WHAT NEEDS TO BE DONE:
From the material below, return every line that includes "road".

TASK INPUT:
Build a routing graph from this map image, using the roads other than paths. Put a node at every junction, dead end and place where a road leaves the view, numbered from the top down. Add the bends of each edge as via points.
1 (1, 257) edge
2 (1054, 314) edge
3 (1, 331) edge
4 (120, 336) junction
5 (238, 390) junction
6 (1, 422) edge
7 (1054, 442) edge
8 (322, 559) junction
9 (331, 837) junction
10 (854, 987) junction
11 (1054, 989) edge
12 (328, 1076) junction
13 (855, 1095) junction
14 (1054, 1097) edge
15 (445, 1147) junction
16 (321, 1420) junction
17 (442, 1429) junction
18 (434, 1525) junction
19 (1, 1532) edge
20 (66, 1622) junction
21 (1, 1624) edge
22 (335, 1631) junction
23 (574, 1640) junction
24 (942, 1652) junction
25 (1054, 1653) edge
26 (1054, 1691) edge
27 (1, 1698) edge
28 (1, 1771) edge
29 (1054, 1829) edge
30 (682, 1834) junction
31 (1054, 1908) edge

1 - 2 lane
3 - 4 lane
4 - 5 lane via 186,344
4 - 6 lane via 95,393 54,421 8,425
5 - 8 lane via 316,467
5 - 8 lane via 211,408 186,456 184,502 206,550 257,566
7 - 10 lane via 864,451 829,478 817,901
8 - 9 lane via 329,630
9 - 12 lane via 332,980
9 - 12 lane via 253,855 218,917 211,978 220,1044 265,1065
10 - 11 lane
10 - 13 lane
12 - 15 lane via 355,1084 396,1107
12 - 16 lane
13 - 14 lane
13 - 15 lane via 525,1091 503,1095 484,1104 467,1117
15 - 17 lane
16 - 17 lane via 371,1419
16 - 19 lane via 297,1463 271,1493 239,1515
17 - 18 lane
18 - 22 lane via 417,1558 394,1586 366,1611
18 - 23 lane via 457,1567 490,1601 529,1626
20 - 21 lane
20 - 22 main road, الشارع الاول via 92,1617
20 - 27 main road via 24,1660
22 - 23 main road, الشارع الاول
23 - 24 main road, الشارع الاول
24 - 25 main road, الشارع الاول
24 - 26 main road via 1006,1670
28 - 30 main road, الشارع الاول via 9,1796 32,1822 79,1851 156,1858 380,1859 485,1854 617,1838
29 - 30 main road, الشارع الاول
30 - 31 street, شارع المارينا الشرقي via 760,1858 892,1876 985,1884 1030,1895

WORKED SOLUTION:
Build a routing graph from this map image, using the roads other than paths. Put a node at every junction, dead end and place where a road leaves the view, numbered from the top down. Add the bends of each edge as via points.
20 - 22 main road, الشارع الاول via 92,1617
20 - 27 main road via 24,1660
22 - 23 main road, الشارع الاول
23 - 24 main road, الشارع الاول
24 - 25 main road, الشارع الاول
24 - 26 main road via 1006,1670
28 - 30 main road, الشارع الاول via 9,1796 32,1822 79,1851 156,1858 380,1859 485,1854 617,1838
29 - 30 main road, الشارع الاول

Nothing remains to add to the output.